> **What you need to do**
Find every line below with the string "Nicaragüense" and pick it out.
**** Input data
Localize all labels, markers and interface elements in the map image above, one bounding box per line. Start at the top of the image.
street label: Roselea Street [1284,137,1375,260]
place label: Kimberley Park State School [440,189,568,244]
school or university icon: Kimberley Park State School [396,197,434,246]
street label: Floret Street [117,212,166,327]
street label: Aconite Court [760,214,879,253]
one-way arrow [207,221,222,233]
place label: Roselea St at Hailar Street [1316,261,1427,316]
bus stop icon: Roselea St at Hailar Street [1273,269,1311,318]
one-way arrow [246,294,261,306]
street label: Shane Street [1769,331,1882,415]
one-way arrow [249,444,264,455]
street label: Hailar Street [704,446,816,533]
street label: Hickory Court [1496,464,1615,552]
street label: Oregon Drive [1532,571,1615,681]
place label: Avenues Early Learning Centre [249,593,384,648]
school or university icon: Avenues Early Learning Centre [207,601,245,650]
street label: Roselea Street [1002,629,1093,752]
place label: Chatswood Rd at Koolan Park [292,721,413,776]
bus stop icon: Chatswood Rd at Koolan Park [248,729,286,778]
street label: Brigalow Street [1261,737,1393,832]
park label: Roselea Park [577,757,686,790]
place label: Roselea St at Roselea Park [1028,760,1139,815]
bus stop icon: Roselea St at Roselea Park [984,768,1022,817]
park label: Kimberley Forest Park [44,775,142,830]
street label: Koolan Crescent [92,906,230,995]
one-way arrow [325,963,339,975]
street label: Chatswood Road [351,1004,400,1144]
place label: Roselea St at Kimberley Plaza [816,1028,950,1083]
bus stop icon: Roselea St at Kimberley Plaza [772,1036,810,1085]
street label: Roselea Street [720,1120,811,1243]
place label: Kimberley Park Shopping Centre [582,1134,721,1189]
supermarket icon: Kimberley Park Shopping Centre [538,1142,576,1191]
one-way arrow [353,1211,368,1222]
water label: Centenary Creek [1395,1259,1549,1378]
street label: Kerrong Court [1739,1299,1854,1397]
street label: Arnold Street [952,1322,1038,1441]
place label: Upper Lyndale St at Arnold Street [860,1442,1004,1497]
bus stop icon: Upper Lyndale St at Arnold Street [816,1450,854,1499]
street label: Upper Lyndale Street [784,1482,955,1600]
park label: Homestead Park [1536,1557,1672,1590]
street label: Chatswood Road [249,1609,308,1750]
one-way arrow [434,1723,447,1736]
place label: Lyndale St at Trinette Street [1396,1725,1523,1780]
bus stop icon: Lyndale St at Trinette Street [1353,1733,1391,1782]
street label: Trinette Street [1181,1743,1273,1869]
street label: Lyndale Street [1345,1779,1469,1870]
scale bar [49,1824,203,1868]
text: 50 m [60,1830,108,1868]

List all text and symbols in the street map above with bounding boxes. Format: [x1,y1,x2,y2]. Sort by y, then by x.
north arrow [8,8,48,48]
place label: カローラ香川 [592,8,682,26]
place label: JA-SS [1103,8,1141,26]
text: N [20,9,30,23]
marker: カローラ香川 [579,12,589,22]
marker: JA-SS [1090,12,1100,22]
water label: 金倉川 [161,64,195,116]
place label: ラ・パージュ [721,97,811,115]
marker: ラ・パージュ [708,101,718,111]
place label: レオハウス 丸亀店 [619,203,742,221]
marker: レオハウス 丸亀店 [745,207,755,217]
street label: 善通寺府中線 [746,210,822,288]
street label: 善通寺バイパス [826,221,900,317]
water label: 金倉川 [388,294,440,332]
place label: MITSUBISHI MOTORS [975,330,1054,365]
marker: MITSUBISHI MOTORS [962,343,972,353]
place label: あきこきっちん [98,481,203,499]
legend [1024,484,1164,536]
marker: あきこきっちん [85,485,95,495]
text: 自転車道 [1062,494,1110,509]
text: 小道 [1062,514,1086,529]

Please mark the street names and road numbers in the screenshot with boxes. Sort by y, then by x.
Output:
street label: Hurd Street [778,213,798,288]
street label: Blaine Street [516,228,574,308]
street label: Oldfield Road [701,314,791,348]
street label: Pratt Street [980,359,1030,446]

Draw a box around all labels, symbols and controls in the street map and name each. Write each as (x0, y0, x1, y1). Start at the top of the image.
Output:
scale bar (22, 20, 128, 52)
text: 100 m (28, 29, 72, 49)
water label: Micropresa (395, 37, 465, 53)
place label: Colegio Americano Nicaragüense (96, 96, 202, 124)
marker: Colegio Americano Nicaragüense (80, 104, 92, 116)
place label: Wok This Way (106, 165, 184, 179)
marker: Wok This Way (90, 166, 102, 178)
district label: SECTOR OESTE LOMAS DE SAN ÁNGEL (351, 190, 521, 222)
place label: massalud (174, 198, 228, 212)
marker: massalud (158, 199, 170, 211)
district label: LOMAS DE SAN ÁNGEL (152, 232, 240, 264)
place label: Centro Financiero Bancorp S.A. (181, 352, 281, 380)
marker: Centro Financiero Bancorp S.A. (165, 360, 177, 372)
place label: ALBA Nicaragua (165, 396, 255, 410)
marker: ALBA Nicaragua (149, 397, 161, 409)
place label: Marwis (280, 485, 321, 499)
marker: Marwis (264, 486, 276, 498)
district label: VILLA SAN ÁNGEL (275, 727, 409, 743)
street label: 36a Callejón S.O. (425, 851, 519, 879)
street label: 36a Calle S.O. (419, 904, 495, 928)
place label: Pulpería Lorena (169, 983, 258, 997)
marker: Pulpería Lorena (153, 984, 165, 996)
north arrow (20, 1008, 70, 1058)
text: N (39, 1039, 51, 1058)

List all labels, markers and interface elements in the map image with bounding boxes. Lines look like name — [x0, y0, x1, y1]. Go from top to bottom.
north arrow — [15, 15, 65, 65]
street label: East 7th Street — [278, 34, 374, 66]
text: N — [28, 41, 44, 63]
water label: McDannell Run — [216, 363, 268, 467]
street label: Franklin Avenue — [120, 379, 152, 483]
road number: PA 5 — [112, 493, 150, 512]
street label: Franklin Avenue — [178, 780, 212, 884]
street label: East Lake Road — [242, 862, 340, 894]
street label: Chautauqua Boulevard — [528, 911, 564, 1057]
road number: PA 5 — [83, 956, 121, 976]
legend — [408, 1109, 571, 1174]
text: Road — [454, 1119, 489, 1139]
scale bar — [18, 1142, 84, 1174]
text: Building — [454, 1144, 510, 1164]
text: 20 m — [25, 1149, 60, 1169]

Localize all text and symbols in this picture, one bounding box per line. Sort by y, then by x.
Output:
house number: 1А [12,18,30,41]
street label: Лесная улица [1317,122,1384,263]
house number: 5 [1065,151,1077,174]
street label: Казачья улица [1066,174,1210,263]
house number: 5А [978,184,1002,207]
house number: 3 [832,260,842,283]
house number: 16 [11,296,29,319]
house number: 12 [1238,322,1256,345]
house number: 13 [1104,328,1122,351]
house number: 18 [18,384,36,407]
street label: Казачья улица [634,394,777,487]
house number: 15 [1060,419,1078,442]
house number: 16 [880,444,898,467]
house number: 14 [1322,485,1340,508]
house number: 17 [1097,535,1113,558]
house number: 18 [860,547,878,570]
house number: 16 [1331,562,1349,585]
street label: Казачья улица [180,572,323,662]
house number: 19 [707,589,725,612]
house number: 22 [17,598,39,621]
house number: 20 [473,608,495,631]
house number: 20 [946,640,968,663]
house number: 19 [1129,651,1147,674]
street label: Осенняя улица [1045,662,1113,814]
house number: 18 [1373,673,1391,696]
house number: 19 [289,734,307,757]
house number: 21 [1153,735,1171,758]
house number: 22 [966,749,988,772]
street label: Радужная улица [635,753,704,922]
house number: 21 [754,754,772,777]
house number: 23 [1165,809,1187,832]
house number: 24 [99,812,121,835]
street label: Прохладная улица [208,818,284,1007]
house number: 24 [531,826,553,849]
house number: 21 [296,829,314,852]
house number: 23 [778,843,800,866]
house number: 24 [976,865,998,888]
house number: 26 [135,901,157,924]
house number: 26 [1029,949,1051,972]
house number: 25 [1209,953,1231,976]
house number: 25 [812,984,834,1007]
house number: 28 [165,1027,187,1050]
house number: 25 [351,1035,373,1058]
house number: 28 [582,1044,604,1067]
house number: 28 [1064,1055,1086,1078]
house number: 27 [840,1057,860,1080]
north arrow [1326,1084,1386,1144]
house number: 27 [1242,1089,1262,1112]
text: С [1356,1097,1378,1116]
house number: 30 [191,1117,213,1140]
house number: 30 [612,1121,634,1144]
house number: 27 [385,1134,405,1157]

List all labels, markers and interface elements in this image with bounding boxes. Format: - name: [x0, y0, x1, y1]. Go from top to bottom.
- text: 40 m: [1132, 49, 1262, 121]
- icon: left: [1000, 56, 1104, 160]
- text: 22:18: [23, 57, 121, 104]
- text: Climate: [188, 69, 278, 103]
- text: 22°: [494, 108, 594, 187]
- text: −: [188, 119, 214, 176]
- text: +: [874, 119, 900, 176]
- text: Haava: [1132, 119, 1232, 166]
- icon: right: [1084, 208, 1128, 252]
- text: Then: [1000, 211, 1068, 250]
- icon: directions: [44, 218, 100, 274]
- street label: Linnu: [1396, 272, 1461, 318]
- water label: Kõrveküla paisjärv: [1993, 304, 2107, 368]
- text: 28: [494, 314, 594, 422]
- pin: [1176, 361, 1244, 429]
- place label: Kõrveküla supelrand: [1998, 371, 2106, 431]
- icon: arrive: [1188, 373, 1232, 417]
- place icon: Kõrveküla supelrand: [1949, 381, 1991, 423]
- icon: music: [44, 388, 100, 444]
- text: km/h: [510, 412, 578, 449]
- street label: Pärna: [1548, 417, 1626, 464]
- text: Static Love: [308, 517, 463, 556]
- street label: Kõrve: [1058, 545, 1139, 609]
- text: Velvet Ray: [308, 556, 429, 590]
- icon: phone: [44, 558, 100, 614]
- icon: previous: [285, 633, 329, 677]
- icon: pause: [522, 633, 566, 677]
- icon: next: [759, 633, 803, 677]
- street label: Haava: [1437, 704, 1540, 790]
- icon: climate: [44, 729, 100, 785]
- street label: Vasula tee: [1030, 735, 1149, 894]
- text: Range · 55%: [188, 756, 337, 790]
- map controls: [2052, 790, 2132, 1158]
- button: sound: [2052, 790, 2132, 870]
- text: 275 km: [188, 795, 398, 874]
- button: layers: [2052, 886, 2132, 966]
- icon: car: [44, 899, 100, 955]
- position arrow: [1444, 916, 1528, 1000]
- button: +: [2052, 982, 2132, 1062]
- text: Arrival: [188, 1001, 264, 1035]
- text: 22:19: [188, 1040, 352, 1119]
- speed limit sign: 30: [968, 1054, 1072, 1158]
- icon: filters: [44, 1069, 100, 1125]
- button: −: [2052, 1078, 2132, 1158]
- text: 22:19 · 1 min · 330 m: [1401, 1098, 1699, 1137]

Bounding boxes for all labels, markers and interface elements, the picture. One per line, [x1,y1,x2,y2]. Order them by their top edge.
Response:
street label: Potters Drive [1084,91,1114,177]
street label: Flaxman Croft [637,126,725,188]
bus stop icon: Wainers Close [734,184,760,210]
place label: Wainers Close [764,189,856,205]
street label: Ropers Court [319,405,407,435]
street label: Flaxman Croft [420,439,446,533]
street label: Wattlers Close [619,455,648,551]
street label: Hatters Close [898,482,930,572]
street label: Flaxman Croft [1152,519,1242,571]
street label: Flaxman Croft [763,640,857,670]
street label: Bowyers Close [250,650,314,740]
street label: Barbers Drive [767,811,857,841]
********
> **Answer to this task**
place label: Colegio Americano Nicaragüense (96, 96, 202, 124)
marker: Colegio Americano Nicaragüense (80, 104, 92, 116)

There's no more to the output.